What you output must match, exactly, the lines from the start of the records to the line containing "Which roads connect", both ends kept and pictures excluded.

*Source data:*
════

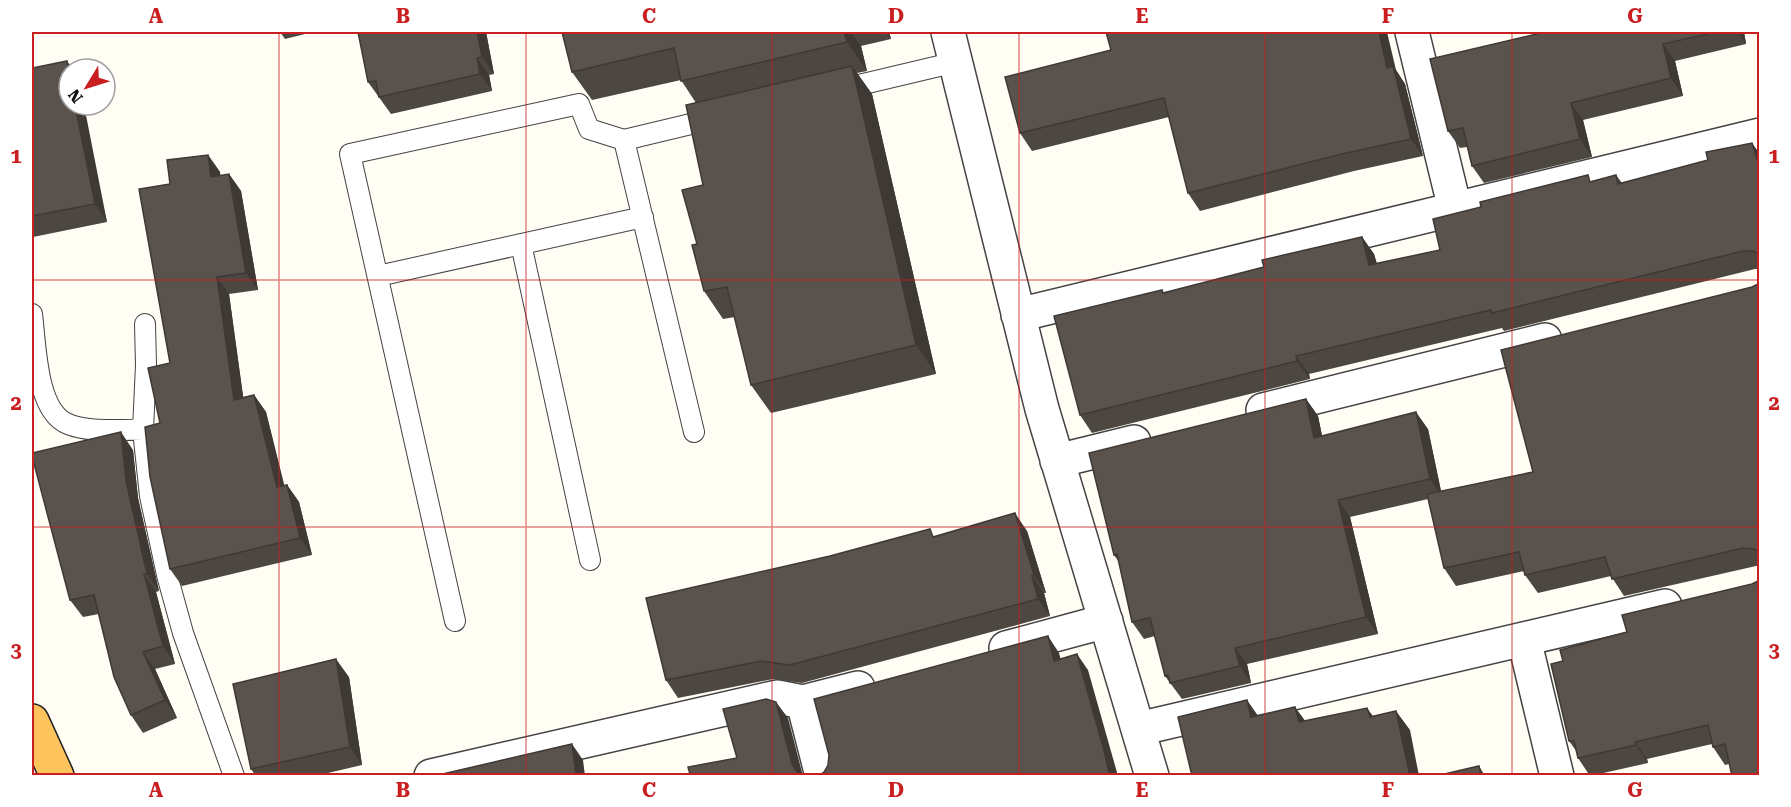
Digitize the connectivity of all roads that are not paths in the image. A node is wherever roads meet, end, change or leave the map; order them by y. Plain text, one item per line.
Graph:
1 (1412, 32) edge
2 (952, 47) edge
3 (818, 94) edge
4 (738, 113) edge
5 (1760, 135) edge
6 (624, 140) junction
7 (1455, 209) junction
8 (643, 217) junction
9 (521, 244) junction
10 (378, 276) junction
11 (32, 314) edge
12 (1018, 315) junction
13 (145, 324) dead end
14 (1575, 333) edge
15 (1230, 418) edge
16 (142, 430) junction
17 (694, 432) dead end
18 (1161, 436) edge
19 (1057, 461) junction
20 (590, 561) dead end
21 (1692, 599) edge
22 (455, 621) dead end
23 (1106, 621) junction
24 (1524, 639) junction
25 (982, 654) edge
26 (882, 681) edge
27 (803, 702) junction
28 (32, 721) edge
29 (1138, 729) junction
30 (57, 776) edge
31 (234, 776) edge
32 (431, 776) edge
33 (822, 776) edge
34 (1152, 776) edge
35 (1557, 776) edge

1 - 7 street
2 - 3 lane
2 - 12 street
4 - 6 lane
5 - 7 street
6 - 8 lane
6 - 10 lane
7 - 12 street
8 - 9 lane
8 - 17 lane
9 - 10 lane
9 - 20 lane
10 - 22 lane
11 - 16 lane
12 - 19 street
13 - 16 lane
14 - 15 street
16 - 31 lane
18 - 19 street
19 - 23 street
21 - 24 street
23 - 25 street
23 - 29 street
24 - 29 street
24 - 35 street
26 - 27 street
27 - 32 street
27 - 33 street
28 - 30 highway
29 - 34 street

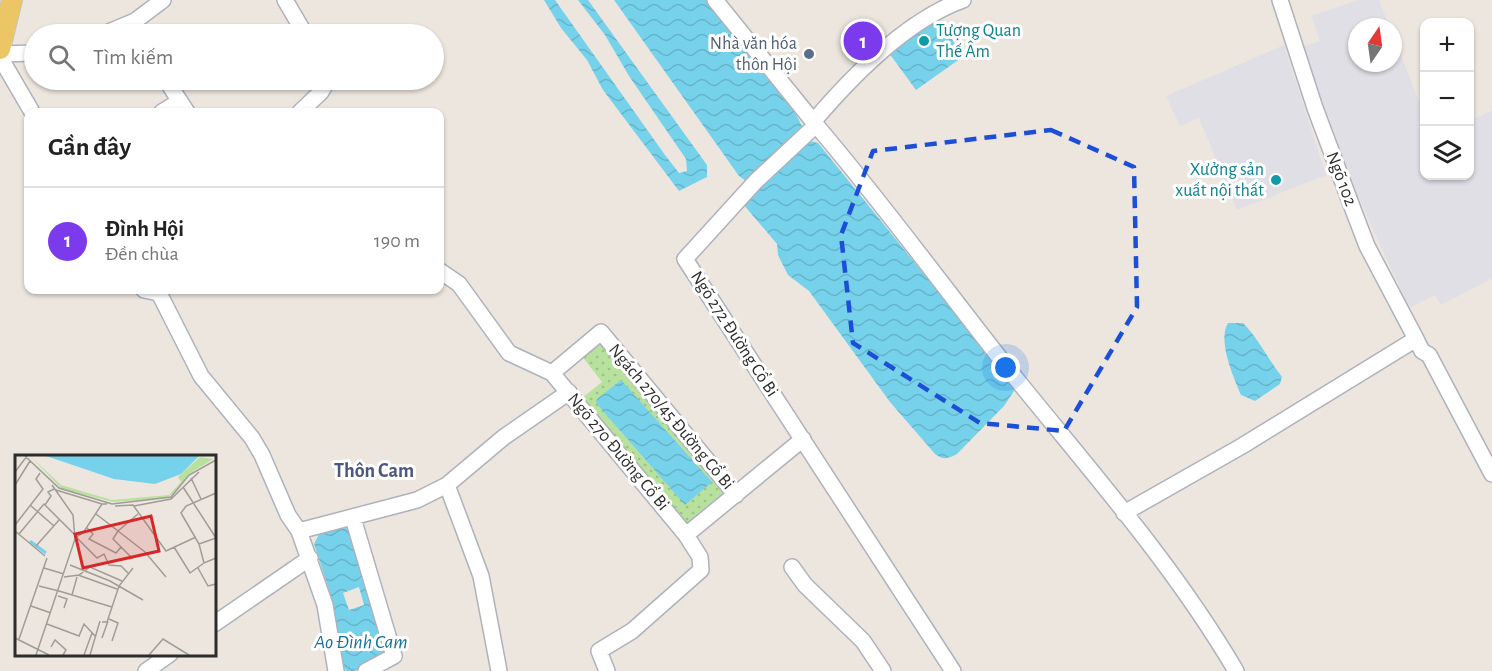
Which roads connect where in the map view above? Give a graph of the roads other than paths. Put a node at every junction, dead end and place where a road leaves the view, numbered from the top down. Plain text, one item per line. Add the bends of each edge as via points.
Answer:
1 (12, 0) edge
2 (164, 0) edge
3 (285, 0) edge
4 (715, 0) edge
5 (963, 0) edge
6 (1280, 0) edge
7 (3, 21) edge
8 (138, 24) edge
9 (299, 24) edge
10 (0, 49) edge
11 (24, 54) edge
12 (0, 56) edge
13 (172, 90) edge
14 (322, 90) edge
15 (183, 107) edge
16 (30, 108) edge
17 (304, 108) edge
18 (814, 123) junction
19 (444, 275) edge
20 (160, 294) edge
21 (1419, 345) junction
22 (552, 373) junction
23 (569, 392) junction
24 (803, 439) junction
25 (1492, 474) edge
26 (447, 485) junction
27 (736, 495) junction
28 (1124, 513) junction
29 (353, 518) junction
30 (299, 531) junction
31 (686, 535) junction
32 (310, 558) junction
33 (792, 567) dead end
34 (216, 623) edge
35 (167, 656) edge
36 (146, 671) edge
37 (336, 671) edge
38 (366, 671) edge
39 (499, 671) edge
40 (607, 671) edge
41 (883, 671) edge
42 (952, 671) edge
43 (1236, 671) edge

1 - 7 main road
2 - 8 street
3 - 9 street
4 - 18 street
5 - 18 street via 938,9 880,54
6 - 21 street, Ngõ 102 via 1314,108 1367,246
7 - 10 main road
11 - 12 street
12 - 16 street
13 - 15 street
14 - 17 street
18 - 24 street, Ngõ 272 Đường Cổ Bi via 685,259
18 - 28 street
19 - 22 street, Ngõ 270 Đường Cổ Bi via 459,284 509,353
20 - 30 street via 201,376 252,438
21 - 25 street, Ngõ 102 via 1429,355
21 - 28 street
22 - 23 street, Ngõ 270 Đường Cổ Bi
22 - 27 street, Ngách 270/45 Đường Cổ Bi via 601,332
23 - 26 street via 504,437
23 - 31 street, Ngõ 270 Đường Cổ Bi
24 - 27 street
24 - 42 street, Ngõ 272 Đường Cổ Bi
26 - 29 street via 417,500
26 - 39 street via 482,576
27 - 31 street
28 - 43 street via 1214,633
29 - 30 street
29 - 38 street via 394,656
30 - 32 street
31 - 40 street, Ngõ 270 Đường Cổ Bi via 700,557 701,570 632,631 599,651
32 - 34 street
32 - 37 street via 325,605
33 - 41 street via 862,641
35 - 36 street

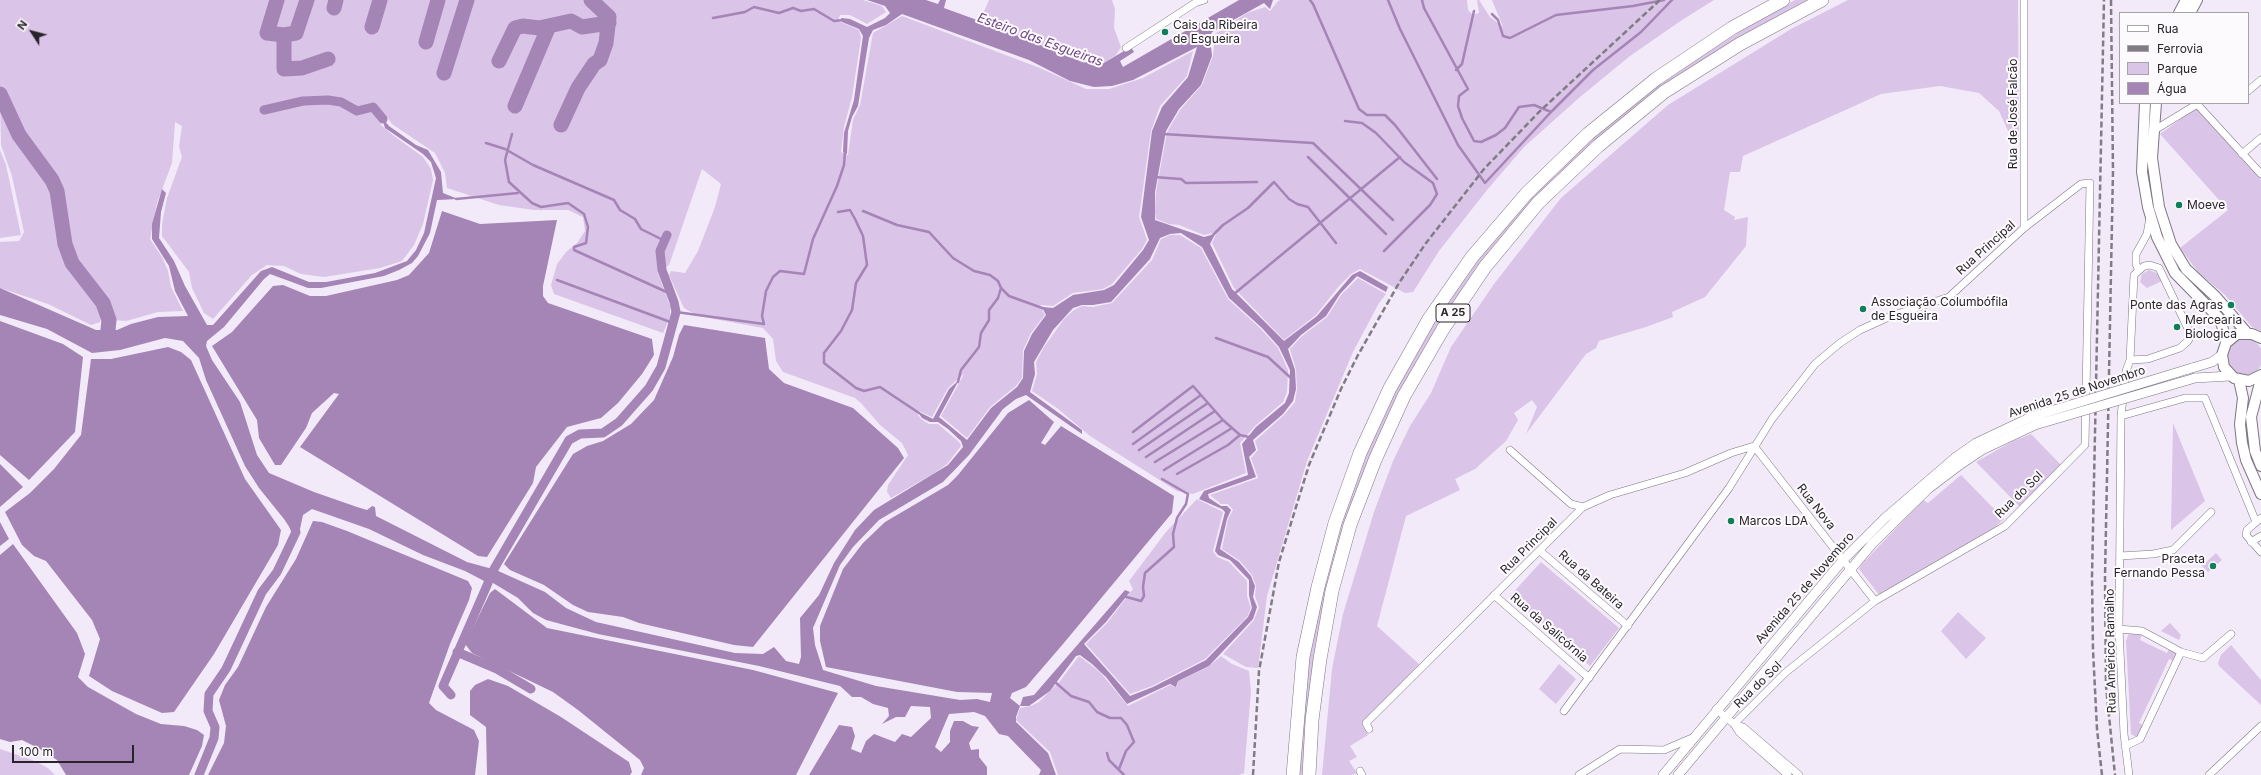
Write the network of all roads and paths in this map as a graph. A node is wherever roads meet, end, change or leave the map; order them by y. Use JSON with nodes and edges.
{"nodes":[{"id":1,"x":1204,"y":0,"type":"edge"},
{"id":2,"x":1784,"y":0,"type":"edge"},
{"id":3,"x":1822,"y":0,"type":"edge"},
{"id":4,"x":2024,"y":0,"type":"edge"},
{"id":5,"x":2186,"y":0,"type":"edge"},
{"id":6,"x":2197,"y":0,"type":"edge"},
{"id":7,"x":1194,"y":2,"type":"edge"},
{"id":8,"x":2180,"y":12,"type":"edge"},
{"id":9,"x":2191,"y":12,"type":"edge"},
{"id":10,"x":1126,"y":48,"type":"dead end"},
{"id":11,"x":2261,"y":80,"type":"edge"},
{"id":12,"x":2249,"y":90,"type":"edge"},
{"id":13,"x":2145,"y":104,"type":"edge"},
{"id":14,"x":2156,"y":104,"type":"edge"},
{"id":15,"x":2198,"y":104,"type":"edge"},
{"id":16,"x":2153,"y":131,"type":"junction"},
{"id":17,"x":2261,"y":138,"type":"edge"},
{"id":18,"x":2242,"y":154,"type":"junction"},
{"id":19,"x":2261,"y":174,"type":"edge"},
{"id":20,"x":2090,"y":183,"type":"joint"},
{"id":21,"x":2150,"y":215,"type":"junction"},
{"id":22,"x":2024,"y":228,"type":"junction"},
{"id":23,"x":2159,"y":268,"type":"junction"},
{"id":24,"x":2138,"y":269,"type":"junction"},
{"id":25,"x":2175,"y":273,"type":"junction"},
{"id":26,"x":2247,"y":333,"type":"junction"},
{"id":27,"x":2261,"y":338,"type":"edge"},
{"id":28,"x":2226,"y":343,"type":"junction"},
{"id":29,"x":2222,"y":355,"type":"junction"},
{"id":30,"x":2130,"y":360,"type":"junction"},
{"id":31,"x":2261,"y":375,"type":"edge"},
{"id":32,"x":2234,"y":378,"type":"junction"},
{"id":33,"x":2261,"y":379,"type":"edge"},
{"id":34,"x":2121,"y":416,"type":"junction"},
{"id":35,"x":1754,"y":446,"type":"junction"},
{"id":36,"x":1510,"y":450,"type":"dead end"},
{"id":37,"x":1959,"y":460,"type":"junction"},
{"id":38,"x":2261,"y":466,"type":"edge"},
{"id":39,"x":2261,"y":494,"type":"edge"},
{"id":40,"x":1584,"y":507,"type":"junction"},
{"id":41,"x":2211,"y":512,"type":"dead end"},
{"id":42,"x":2258,"y":520,"type":"edge"},
{"id":43,"x":2261,"y":536,"type":"edge"},
{"id":44,"x":2251,"y":542,"type":"junction"},
{"id":45,"x":1540,"y":551,"type":"junction"},
{"id":46,"x":2261,"y":552,"type":"edge"},
{"id":47,"x":2120,"y":556,"type":"junction"},
{"id":48,"x":1843,"y":560,"type":"junction"},
{"id":49,"x":1850,"y":568,"type":"junction"},
{"id":50,"x":1494,"y":595,"type":"junction"},
{"id":51,"x":1875,"y":601,"type":"junction"},
{"id":52,"x":1628,"y":626,"type":"junction"},
{"id":53,"x":2119,"y":629,"type":"junction"},
{"id":54,"x":2231,"y":634,"type":"dead end"},
{"id":55,"x":2181,"y":652,"type":"junction"},
{"id":56,"x":1589,"y":678,"type":"junction"},
{"id":57,"x":1716,"y":709,"type":"junction"},
{"id":58,"x":1564,"y":711,"type":"dead end"},
{"id":59,"x":1726,"y":718,"type":"junction"},
{"id":60,"x":1734,"y":724,"type":"junction"},
{"id":61,"x":2261,"y":726,"type":"edge"},
{"id":62,"x":1369,"y":729,"type":"dead end"},
{"id":63,"x":1692,"y":738,"type":"junction"},
{"id":64,"x":2125,"y":746,"type":"junction"},
{"id":65,"x":1292,"y":775,"type":"edge"},
{"id":66,"x":1309,"y":775,"type":"edge"},
{"id":67,"x":1579,"y":775,"type":"edge"},
{"id":68,"x":1663,"y":775,"type":"edge"},
{"id":69,"x":1678,"y":775,"type":"edge"},
{"id":70,"x":1788,"y":775,"type":"edge"},
{"id":71,"x":1799,"y":775,"type":"edge"},
{"id":72,"x":2129,"y":775,"type":"edge"},
{"id":73,"x":2209,"y":775,"type":"edge"}],
"edges":[{"from":1,"to":7,"type":"street"},
{"from":2,"to":65,"type":"highway","number":"A 25"},
{"from":3,"to":66,"type":"highway","number":"A 25"},
{"from":4,"to":22,"type":"street","name":"Rua de José Falcão"},
{"from":5,"to":8,"type":"main road"},
{"from":6,"to":9,"type":"main road"},
{"from":7,"to":10,"type":"street"},
{"from":11,"to":12,"type":"street"},
{"from":13,"to":21,"type":"main road"},
{"from":14,"to":16,"type":"main road"},
{"from":15,"to":16,"type":"street"},
{"from":15,"to":18,"type":"street"},
{"from":16,"to":26,"type":"main road"},
{"from":17,"to":18,"type":"street"},
{"from":18,"to":19,"type":"street"},
{"from":20,"to":22,"type":"street","name":"Rua Principal"},
{"from":20,"to":51,"type":"street","name":"Rua do Sol"},
{"from":21,"to":24,"type":"street","name":"Rua Américo Ramalho"},
{"from":21,"to":25,"type":"main road"},
{"from":22,"to":35,"type":"street","name":"Rua Principal"},
{"from":23,"to":24,"type":"street"},
{"from":23,"to":25,"type":"street"},
{"from":23,"to":30,"type":"street"},
{"from":24,"to":30,"type":"street","name":"Rua Américo Ramalho"},
{"from":25,"to":28,"type":"main road"},
{"from":26,"to":27,"type":"main road"},
{"from":26,"to":28,"type":"main road"},
{"from":28,"to":29,"type":"main road"},
{"from":29,"to":32,"type":"main road"},
{"from":29,"to":37,"type":"street","name":"Avenida 25 de Novembro","bridge":true},
{"from":30,"to":34,"type":"street","name":"Rua Américo Ramalho"},
{"from":31,"to":32,"type":"main road"},
{"from":32,"to":37,"type":"street","name":"Avenida 25 de Novembro","bridge":true},
{"from":32,"to":39,"type":"main road"},
{"from":33,"to":38,"type":"main road"},
{"from":34,"to":42,"type":"street"},
{"from":34,"to":47,"type":"street","name":"Rua Américo Ramalho"},
{"from":35,"to":40,"type":"street","name":"Rua Principal"},
{"from":35,"to":48,"type":"street","name":"Rua Nova"},
{"from":35,"to":52,"type":"street","name":"Rua Principal"},
{"from":36,"to":40,"type":"street"},
{"from":37,"to":48,"type":"street","name":"Avenida 25 de Novembro"},
{"from":37,"to":49,"type":"street","name":"Avenida 25 de Novembro"},
{"from":40,"to":45,"type":"street","name":"Rua Principal"},
{"from":41,"to":47,"type":"street"},
{"from":42,"to":44,"type":"street"},
{"from":43,"to":44,"type":"street"},
{"from":44,"to":46,"type":"street"},
{"from":45,"to":50,"type":"street","name":"Rua Principal"},
{"from":45,"to":52,"type":"street","name":"Rua da Bateira"},
{"from":47,"to":53,"type":"street","name":"Rua Américo Ramalho"},
{"from":48,"to":49,"type":"street","name":"Rua Nova"},
{"from":48,"to":57,"type":"street","name":"Avenida 25 de Novembro"},
{"from":49,"to":51,"type":"street","name":"Rua Nova"},
{"from":49,"to":59,"type":"street","name":"Avenida 25 de Novembro"},
{"from":50,"to":56,"type":"street","name":"Rua da Salicórnia"},
{"from":50,"to":62,"type":"street","name":"Rua Principal"},
{"from":51,"to":60,"type":"street","name":"Rua do Sol"},
{"from":52,"to":56,"type":"street","name":"Rua Principal"},
{"from":53,"to":55,"type":"street"},
{"from":53,"to":64,"type":"street","name":"Rua Américo Ramalho"},
{"from":54,"to":55,"type":"street"},
{"from":55,"to":64,"type":"street"},
{"from":56,"to":58,"type":"street","name":"Rua Principal"},
{"from":57,"to":59,"type":"street"},
{"from":57,"to":63,"type":"street","name":"Avenida 25 de Novembro"},
{"from":59,"to":60,"type":"street"},
{"from":59,"to":69,"type":"street","name":"Avenida 25 de Novembro"},
{"from":60,"to":70,"type":"street"},
{"from":60,"to":71,"type":"street"},
{"from":61,"to":73,"type":"street"},
{"from":63,"to":67,"type":"street"},
{"from":63,"to":68,"type":"street","name":"Avenida 25 de Novembro"},
{"from":64,"to":72,"type":"street","name":"Rua Américo Ramalho"}]}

════

*Task answer:*
Digitize the connectivity of all roads that are not paths in the image. A node is wherever roads meet, end, change or leave the map; order them by y. Plain text, one item per line.
Graph:
1 (1412, 32) edge
2 (952, 47) edge
3 (818, 94) edge
4 (738, 113) edge
5 (1760, 135) edge
6 (624, 140) junction
7 (1455, 209) junction
8 (643, 217) junction
9 (521, 244) junction
10 (378, 276) junction
11 (32, 314) edge
12 (1018, 315) junction
13 (145, 324) dead end
14 (1575, 333) edge
15 (1230, 418) edge
16 (142, 430) junction
17 (694, 432) dead end
18 (1161, 436) edge
19 (1057, 461) junction
20 (590, 561) dead end
21 (1692, 599) edge
22 (455, 621) dead end
23 (1106, 621) junction
24 (1524, 639) junction
25 (982, 654) edge
26 (882, 681) edge
27 (803, 702) junction
28 (32, 721) edge
29 (1138, 729) junction
30 (57, 776) edge
31 (234, 776) edge
32 (431, 776) edge
33 (822, 776) edge
34 (1152, 776) edge
35 (1557, 776) edge

1 - 7 street
2 - 3 lane
2 - 12 street
4 - 6 lane
5 - 7 street
6 - 8 lane
6 - 10 lane
7 - 12 street
8 - 9 lane
8 - 17 lane
9 - 10 lane
9 - 20 lane
10 - 22 lane
11 - 16 lane
12 - 19 street
13 - 16 lane
14 - 15 street
16 - 31 lane
18 - 19 street
19 - 23 street
21 - 24 street
23 - 25 street
23 - 29 street
24 - 29 street
24 - 35 street
26 - 27 street
27 - 32 street
27 - 33 street
28 - 30 highway
29 - 34 street

Which roads connect where in the map view above? Give a graph of the roads other than paths. Put a node at every junction, dead end and place where a road leaves the view, numbered from the top down. Plain text, one item per line. Add the bends of each edge as via points.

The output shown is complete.